The regulations are not written "in plain English".

The regulations do not "mean what they say".

This AAT decision demonstrates how one or more CASA staff perverted the meaning of the word "generally" in one of many perverse and badly written regulations to cause misery and expense to a number of operators. Anyone like to work out how much this has cost the industry?

Caper Pty Ltd T/a Direct Air Charter and Civil Aviation Safety Authority [2011] AATA 181 (21 March 2011)



CASA contended that Caper, contrary to its AOC, was conducting RPT operations between Darwin and Bathurst Island. CASA claimed that Caper's operation did not fall within the description of charter operations in either CAR 206(1)(b)(i) or (ii). That was because those operations were in accordance with fixed schedules, to and from fixed terminals, for the purpose of transporting persons or cargo generally.

Although I have found that Caper operated between Darwin and Bathurst Island in accordance with fixed schedules, to and from fixed terminals, that operation does not fall under the definition of RPT. That is because the accommodation on Caper's aircraft in that operation is not available for use by persons generally.

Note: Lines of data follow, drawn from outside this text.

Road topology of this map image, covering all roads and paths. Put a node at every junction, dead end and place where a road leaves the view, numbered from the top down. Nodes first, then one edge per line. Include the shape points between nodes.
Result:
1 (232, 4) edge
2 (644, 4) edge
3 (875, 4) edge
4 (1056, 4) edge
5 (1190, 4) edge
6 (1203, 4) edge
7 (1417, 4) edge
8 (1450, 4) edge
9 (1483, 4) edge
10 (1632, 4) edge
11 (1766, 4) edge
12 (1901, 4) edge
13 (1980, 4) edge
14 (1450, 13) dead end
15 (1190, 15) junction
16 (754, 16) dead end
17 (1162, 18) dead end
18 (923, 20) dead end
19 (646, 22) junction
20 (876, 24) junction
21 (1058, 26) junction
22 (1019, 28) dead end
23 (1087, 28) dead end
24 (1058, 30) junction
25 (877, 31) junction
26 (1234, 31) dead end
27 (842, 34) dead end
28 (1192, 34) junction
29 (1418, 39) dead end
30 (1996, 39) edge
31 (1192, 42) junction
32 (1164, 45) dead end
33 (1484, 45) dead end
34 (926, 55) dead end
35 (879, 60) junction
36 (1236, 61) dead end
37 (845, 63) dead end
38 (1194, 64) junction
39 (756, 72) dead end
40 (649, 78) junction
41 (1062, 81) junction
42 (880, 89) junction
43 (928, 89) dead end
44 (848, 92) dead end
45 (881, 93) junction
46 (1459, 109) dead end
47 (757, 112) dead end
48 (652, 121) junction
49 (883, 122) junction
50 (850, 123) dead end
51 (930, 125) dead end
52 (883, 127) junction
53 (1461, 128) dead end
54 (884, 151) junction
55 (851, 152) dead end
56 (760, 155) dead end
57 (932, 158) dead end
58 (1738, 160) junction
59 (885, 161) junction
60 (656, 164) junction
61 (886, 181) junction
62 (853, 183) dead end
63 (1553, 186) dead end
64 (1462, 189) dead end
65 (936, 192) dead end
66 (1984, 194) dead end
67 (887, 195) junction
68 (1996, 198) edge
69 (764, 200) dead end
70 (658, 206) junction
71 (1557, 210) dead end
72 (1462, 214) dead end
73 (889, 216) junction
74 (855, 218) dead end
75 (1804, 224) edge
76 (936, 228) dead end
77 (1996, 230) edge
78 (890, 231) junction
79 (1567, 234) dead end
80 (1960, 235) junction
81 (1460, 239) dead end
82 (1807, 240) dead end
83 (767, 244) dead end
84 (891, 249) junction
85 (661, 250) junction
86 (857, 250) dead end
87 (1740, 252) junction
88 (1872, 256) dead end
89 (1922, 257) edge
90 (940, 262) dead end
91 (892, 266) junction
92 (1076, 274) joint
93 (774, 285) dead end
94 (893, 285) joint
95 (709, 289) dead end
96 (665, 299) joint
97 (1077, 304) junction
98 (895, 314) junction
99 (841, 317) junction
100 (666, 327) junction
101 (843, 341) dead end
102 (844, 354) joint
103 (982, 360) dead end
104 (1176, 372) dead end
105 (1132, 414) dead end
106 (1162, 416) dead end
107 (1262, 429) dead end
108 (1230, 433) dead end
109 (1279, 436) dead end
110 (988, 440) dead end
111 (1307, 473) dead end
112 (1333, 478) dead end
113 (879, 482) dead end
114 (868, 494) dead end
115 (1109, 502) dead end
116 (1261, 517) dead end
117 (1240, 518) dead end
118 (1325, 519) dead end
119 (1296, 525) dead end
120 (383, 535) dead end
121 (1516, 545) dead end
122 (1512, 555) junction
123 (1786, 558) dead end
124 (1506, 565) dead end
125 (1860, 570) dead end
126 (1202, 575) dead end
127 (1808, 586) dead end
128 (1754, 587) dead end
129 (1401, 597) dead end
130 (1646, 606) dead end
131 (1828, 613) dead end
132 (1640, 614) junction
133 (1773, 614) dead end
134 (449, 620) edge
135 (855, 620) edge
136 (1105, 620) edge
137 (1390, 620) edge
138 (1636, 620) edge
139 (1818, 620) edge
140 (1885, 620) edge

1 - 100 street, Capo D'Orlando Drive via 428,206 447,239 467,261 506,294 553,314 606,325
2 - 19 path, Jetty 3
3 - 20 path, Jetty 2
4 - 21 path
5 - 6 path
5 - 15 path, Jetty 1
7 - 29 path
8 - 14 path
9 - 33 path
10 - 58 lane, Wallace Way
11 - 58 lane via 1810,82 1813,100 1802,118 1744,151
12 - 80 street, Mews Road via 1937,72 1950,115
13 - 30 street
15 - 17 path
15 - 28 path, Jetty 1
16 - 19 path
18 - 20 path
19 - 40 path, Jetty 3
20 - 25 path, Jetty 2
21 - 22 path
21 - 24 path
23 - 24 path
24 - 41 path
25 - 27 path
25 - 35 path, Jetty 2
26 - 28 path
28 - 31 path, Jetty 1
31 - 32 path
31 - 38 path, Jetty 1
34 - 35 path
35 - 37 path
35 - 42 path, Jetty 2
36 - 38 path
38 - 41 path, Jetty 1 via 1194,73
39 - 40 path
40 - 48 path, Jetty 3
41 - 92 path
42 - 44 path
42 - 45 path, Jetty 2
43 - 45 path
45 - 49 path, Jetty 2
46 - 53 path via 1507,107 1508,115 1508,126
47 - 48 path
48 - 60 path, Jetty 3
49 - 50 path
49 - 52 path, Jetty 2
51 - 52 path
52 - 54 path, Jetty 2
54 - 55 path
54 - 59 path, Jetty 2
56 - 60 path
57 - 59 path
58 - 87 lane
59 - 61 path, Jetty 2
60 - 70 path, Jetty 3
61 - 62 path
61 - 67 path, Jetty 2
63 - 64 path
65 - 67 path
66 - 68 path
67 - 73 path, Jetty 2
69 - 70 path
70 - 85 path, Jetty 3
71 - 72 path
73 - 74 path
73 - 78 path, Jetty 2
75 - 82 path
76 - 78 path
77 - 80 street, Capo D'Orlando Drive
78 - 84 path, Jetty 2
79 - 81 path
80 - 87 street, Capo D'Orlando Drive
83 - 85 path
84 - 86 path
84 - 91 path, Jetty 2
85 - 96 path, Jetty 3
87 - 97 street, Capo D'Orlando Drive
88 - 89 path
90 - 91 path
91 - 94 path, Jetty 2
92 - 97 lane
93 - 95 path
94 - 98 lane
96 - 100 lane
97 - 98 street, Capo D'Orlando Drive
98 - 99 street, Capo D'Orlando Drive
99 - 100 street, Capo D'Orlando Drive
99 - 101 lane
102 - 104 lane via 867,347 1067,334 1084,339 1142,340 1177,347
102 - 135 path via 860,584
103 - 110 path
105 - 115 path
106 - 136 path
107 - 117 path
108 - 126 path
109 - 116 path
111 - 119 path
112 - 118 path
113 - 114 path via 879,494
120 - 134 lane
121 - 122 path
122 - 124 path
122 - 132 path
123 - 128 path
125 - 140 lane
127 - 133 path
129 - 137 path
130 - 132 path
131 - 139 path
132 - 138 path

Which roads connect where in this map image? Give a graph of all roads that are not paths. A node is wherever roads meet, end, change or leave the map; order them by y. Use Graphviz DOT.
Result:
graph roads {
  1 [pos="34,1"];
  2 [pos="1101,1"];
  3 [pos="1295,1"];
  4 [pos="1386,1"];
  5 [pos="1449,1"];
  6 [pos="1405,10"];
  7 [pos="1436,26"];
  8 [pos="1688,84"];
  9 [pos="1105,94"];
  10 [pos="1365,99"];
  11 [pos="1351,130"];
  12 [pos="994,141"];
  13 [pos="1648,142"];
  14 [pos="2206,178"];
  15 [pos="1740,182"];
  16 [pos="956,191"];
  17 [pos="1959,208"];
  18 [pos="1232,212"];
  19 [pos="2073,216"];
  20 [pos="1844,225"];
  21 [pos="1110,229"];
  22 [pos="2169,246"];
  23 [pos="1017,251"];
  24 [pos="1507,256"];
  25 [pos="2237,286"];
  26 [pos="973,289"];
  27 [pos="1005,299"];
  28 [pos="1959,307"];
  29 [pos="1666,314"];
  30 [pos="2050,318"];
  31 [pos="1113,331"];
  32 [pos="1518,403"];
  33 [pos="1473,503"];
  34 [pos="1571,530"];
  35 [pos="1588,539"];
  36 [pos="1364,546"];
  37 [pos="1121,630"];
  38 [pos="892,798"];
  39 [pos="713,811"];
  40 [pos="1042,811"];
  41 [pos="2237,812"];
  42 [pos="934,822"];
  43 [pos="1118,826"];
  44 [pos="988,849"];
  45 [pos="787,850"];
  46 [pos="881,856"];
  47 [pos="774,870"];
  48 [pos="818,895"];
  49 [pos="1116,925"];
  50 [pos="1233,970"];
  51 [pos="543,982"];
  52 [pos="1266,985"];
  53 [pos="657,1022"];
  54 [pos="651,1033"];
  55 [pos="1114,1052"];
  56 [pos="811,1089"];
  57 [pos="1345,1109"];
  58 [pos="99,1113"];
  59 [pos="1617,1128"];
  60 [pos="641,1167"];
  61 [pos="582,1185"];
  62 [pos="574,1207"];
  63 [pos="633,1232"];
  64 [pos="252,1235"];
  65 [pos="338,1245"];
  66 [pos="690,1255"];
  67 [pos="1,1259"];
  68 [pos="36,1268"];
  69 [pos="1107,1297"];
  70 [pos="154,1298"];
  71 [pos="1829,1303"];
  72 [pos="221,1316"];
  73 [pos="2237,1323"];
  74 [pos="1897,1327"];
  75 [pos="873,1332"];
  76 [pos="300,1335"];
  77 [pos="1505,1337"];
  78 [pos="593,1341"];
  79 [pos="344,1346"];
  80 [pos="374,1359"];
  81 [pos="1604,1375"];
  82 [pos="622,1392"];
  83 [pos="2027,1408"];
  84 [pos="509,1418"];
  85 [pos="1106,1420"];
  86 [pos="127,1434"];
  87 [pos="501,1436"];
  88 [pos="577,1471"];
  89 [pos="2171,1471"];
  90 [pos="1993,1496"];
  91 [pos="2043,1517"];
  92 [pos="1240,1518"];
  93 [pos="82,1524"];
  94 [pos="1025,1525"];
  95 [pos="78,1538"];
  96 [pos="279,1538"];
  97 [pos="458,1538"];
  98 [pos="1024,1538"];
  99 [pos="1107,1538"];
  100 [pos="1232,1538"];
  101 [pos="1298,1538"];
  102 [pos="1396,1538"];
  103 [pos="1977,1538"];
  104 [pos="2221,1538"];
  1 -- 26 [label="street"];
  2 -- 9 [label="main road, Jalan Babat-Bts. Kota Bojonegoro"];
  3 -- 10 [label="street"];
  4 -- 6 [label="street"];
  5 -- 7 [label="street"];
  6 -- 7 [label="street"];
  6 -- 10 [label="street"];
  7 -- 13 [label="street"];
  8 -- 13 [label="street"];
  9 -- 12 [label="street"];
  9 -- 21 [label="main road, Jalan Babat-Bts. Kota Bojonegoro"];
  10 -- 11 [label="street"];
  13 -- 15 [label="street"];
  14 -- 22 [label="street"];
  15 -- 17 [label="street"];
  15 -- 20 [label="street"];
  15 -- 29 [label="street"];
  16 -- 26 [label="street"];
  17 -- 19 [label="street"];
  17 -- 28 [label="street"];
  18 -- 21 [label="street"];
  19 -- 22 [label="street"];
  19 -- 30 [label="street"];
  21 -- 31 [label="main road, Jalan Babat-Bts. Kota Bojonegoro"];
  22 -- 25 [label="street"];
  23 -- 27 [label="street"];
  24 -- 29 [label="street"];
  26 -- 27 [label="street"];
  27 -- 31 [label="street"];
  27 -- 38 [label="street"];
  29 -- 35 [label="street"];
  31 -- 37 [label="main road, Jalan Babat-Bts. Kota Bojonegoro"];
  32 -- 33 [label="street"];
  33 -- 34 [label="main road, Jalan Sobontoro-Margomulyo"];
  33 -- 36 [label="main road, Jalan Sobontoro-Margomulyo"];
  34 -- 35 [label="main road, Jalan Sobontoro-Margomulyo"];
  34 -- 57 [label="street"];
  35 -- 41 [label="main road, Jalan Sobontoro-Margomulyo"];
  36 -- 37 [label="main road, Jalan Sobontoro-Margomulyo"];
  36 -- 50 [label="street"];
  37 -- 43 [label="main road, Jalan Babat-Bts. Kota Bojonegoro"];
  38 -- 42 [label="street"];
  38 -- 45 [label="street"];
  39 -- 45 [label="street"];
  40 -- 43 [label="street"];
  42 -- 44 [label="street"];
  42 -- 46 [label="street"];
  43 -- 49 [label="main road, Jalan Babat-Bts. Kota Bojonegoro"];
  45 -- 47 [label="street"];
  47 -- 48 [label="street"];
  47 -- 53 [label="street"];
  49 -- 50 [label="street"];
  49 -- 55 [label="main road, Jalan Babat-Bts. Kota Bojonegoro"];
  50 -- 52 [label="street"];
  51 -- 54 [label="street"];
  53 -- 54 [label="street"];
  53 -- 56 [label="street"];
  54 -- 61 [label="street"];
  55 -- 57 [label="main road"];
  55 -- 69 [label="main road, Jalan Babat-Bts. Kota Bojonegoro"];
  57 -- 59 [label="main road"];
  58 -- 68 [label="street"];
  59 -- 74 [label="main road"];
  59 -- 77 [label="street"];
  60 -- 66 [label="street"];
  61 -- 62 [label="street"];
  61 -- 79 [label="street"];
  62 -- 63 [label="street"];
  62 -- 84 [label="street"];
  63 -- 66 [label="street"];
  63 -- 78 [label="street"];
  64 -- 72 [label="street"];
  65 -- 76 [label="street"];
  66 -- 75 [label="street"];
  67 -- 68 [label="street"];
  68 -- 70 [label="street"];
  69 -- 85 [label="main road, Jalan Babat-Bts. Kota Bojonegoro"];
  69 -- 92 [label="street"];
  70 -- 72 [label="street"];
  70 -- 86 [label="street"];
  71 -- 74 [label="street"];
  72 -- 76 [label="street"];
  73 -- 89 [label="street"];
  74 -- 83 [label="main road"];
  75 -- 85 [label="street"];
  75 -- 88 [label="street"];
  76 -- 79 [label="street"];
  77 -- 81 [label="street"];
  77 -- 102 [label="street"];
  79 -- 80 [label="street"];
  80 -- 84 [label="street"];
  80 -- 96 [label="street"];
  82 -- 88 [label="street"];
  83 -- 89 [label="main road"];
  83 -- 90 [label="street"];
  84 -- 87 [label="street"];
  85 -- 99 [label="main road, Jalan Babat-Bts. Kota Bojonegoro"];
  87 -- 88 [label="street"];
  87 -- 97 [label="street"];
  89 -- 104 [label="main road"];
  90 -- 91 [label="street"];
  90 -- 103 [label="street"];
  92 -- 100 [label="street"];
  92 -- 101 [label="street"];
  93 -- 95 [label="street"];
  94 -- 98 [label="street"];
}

In my opinion, reading the adverbial clause in CAR 206(1)(b)(ii) in accordance with its grammatical construction makes it clear that the word generally qualifies the adjective available and not the noun persons. In other words, an operation is a charter operation where accommodation in the aircraft is not generally available for use by persons. The adverb, generally, cannot qualify or modify the noun persons. Unfortunately, it appears that this is the way in which the expression has been understood by CASA. It has resulted in attempts to distinguish charter from RPT on a basis which makes no sense and is not related to the safety of air navigation. In my opinion, the correct way in which CAR 206 should be understood will alleviate those problems.

I have also briefly examined the validity of CAR 206(1)(b) in general. I have found that because that regulation is merely concerned with definitions, it has been lawfully made under s 98 of the Act. Unlike the earlier Air Navigation Regulations dealing with the licensing of air operations, following the commencement of the 1988 Act, s 28 is where CASA derives its power to control the commercial operations of AOC holders. Those matters are no longer dealt with under the regulations.

I find that the decision made by CASA on 7 September 2010 to cancel one of the authorisations contained in Caper's AOC in respect of its operations between Darwin and Bathurst Island for the purpose of conducting the Tiwi Islands tours was incorrect. I set aside that decision and instead determine that the conditions on Caper's AOC should remain unaltered. Caper should be permitted to continue with its charter operations between Darwin and Bathurst Island.

........And of course the good member Fice, cannot rule on whether this was malicious or just stupidity.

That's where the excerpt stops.